Figure 2: Editing in mouse IAP.
From: Large-scale DNA editing of retrotransposons accelerates mammalian genome evolution

(a) An example of DNA editing. The IAP element at chr8:28575443-28581824 (build 37; 6,382 nts) aligns to the element at chr9:114987516-114993954 with 176 G-to-A mismatches and only 26 other mismatches. The G-to-A mismatches are plotted in the top left panel as bars at the coordinates where they occur. The lower left panel shows the much lower number of all other mismatches. The box on the right shows the actual alignment for a segment of 420 nts. The segment contains 32 G-to-A mismatches (red) and only 4 other mismatches (blue). (b) The number of edited IAP elements plotted against the cluster length. The number of elements that contain a C-to-T cluster is plotted as a control.

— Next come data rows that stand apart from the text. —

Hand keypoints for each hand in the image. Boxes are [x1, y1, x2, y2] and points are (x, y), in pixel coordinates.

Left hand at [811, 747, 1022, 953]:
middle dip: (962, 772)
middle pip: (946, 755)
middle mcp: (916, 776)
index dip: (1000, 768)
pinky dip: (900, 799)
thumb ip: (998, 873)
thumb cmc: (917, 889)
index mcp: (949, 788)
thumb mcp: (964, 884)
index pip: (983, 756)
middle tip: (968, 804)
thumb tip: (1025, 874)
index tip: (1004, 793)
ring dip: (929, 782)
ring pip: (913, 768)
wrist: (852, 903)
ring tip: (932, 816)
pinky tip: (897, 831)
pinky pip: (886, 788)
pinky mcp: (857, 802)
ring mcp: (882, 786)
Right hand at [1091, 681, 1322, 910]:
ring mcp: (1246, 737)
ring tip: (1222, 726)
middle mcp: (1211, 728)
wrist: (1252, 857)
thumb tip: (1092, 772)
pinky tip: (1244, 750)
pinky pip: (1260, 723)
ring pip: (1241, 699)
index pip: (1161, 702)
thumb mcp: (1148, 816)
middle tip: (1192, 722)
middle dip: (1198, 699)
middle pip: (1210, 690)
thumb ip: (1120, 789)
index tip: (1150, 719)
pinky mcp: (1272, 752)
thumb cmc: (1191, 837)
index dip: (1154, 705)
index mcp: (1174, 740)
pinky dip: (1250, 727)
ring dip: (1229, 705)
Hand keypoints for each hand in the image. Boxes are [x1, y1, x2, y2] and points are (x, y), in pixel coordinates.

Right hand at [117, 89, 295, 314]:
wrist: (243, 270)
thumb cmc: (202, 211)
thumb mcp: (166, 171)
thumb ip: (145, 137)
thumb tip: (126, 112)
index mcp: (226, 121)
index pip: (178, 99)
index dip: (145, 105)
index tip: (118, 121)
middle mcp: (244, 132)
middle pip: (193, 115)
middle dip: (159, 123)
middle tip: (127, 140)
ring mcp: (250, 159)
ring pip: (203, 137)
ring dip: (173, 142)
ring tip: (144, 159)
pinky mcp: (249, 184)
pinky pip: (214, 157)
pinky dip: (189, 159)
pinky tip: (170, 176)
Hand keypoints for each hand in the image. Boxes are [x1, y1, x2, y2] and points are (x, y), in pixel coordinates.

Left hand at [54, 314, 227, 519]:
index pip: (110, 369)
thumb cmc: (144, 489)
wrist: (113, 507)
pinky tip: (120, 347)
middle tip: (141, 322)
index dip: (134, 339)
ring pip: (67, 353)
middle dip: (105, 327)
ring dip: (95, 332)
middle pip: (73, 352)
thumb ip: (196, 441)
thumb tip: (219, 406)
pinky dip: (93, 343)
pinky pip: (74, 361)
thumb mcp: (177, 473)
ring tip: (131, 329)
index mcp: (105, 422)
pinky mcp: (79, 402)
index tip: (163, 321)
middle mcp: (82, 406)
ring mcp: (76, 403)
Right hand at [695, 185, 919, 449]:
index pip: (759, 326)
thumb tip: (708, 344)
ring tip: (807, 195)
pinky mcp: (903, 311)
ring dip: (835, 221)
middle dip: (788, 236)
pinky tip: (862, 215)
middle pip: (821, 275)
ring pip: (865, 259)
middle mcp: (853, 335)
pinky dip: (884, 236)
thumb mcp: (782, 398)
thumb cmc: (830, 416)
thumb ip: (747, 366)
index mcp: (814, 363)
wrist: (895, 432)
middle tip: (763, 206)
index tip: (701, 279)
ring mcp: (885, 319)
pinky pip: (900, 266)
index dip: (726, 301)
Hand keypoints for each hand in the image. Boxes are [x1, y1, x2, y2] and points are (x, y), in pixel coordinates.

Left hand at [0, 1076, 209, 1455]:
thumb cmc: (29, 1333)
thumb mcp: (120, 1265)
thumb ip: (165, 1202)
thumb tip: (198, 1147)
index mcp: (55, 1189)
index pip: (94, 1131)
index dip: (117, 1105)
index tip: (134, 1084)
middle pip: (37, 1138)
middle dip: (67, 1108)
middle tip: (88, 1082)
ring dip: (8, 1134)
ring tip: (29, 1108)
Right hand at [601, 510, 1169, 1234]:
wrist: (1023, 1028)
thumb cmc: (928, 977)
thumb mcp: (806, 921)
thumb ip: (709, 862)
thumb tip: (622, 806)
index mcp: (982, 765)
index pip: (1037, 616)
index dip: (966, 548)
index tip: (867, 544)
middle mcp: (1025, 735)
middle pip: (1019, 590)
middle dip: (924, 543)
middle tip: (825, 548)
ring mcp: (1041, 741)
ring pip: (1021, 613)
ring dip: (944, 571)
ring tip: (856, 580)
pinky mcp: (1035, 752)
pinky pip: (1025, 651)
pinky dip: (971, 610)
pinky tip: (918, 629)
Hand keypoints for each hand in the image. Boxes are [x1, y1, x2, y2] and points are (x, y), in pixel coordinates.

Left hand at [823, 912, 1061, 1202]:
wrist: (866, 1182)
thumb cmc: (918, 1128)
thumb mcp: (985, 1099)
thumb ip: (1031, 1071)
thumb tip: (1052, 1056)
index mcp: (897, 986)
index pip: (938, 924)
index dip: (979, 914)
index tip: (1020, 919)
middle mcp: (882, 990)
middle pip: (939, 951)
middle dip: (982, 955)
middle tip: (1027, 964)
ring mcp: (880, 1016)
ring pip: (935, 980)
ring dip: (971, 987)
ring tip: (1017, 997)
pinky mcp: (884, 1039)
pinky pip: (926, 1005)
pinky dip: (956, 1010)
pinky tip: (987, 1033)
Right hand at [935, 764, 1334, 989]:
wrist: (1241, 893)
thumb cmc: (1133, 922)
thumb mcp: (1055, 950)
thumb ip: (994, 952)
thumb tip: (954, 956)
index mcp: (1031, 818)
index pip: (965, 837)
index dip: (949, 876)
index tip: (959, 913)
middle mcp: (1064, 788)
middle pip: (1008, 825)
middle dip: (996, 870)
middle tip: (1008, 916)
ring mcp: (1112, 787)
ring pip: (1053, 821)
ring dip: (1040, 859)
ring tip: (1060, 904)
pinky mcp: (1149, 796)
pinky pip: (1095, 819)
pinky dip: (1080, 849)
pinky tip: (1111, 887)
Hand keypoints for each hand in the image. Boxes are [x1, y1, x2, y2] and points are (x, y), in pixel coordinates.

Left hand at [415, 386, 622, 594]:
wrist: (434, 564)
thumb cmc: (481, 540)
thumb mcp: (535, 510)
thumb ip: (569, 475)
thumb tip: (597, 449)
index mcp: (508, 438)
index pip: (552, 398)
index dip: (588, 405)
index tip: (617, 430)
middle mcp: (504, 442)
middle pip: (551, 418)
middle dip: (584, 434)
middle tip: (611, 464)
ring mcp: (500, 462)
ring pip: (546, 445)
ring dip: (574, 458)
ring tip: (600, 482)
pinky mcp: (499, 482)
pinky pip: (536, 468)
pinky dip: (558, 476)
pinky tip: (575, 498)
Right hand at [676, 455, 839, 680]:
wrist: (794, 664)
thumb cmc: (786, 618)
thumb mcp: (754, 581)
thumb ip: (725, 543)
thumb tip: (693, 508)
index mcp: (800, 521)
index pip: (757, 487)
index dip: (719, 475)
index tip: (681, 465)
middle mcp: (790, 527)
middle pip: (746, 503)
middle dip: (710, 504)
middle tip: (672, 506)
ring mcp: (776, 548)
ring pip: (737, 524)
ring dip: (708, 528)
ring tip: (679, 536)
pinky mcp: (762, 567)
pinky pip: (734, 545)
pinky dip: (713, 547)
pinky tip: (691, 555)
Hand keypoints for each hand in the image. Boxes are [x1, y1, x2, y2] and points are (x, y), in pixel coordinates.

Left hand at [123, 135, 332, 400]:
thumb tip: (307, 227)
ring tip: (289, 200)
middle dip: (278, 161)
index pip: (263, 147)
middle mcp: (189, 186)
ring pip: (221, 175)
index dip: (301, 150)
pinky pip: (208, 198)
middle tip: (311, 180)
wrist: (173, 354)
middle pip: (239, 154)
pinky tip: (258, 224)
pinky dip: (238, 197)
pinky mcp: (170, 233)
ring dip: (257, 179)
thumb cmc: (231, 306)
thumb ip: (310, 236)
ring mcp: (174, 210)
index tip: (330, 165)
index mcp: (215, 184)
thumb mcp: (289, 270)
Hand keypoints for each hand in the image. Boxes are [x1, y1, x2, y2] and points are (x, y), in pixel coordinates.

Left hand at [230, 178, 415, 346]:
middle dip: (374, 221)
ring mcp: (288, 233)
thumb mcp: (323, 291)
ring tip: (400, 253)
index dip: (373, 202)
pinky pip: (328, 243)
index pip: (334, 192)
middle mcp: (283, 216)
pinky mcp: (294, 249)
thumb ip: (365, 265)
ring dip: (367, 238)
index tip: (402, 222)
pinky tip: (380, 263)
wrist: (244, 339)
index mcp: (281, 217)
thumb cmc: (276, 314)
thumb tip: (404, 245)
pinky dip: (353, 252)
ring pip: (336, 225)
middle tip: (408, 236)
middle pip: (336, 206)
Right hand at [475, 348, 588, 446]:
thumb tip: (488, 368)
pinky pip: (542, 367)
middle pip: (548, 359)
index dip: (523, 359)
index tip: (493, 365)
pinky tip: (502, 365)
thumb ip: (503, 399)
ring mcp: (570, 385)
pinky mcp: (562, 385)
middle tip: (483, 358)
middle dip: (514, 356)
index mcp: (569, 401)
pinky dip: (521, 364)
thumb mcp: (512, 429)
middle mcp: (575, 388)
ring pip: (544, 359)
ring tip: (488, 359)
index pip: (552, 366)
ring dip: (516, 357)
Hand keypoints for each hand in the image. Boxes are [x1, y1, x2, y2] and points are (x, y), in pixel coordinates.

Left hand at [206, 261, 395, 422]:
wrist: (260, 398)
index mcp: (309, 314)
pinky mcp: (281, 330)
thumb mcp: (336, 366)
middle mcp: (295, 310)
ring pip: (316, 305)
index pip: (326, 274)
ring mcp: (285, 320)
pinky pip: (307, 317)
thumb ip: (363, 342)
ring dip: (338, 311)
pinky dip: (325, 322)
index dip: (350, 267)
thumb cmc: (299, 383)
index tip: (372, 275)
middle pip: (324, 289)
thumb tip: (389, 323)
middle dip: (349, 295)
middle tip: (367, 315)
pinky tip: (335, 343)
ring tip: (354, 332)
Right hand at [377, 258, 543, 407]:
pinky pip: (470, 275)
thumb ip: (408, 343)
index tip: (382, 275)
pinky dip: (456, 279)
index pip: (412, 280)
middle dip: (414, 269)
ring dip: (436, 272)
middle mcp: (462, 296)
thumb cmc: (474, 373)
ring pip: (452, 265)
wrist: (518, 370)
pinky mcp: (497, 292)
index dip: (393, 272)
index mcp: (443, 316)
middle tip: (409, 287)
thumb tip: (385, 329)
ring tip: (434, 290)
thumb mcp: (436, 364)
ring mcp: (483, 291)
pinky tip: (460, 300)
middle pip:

The larger the cluster size we demand, the fewer elements we find, but the higher the confidence that these mismatches occurred because of editing. The threshold P-value for recognizing the cluster as edited was set for convenience as 10−cluster length (Methods). (c) The probabilities of the individual pairs of mismatches across the entire IAP family. The mismatches G⇔A (that is, G-to-A and A-to-G) and C⇔T (C-to-T and T-to-C) are overrepresented, as expected, with a small excess of G⇔A. Mismatches were recorded along all aligned pairs of IAP elements.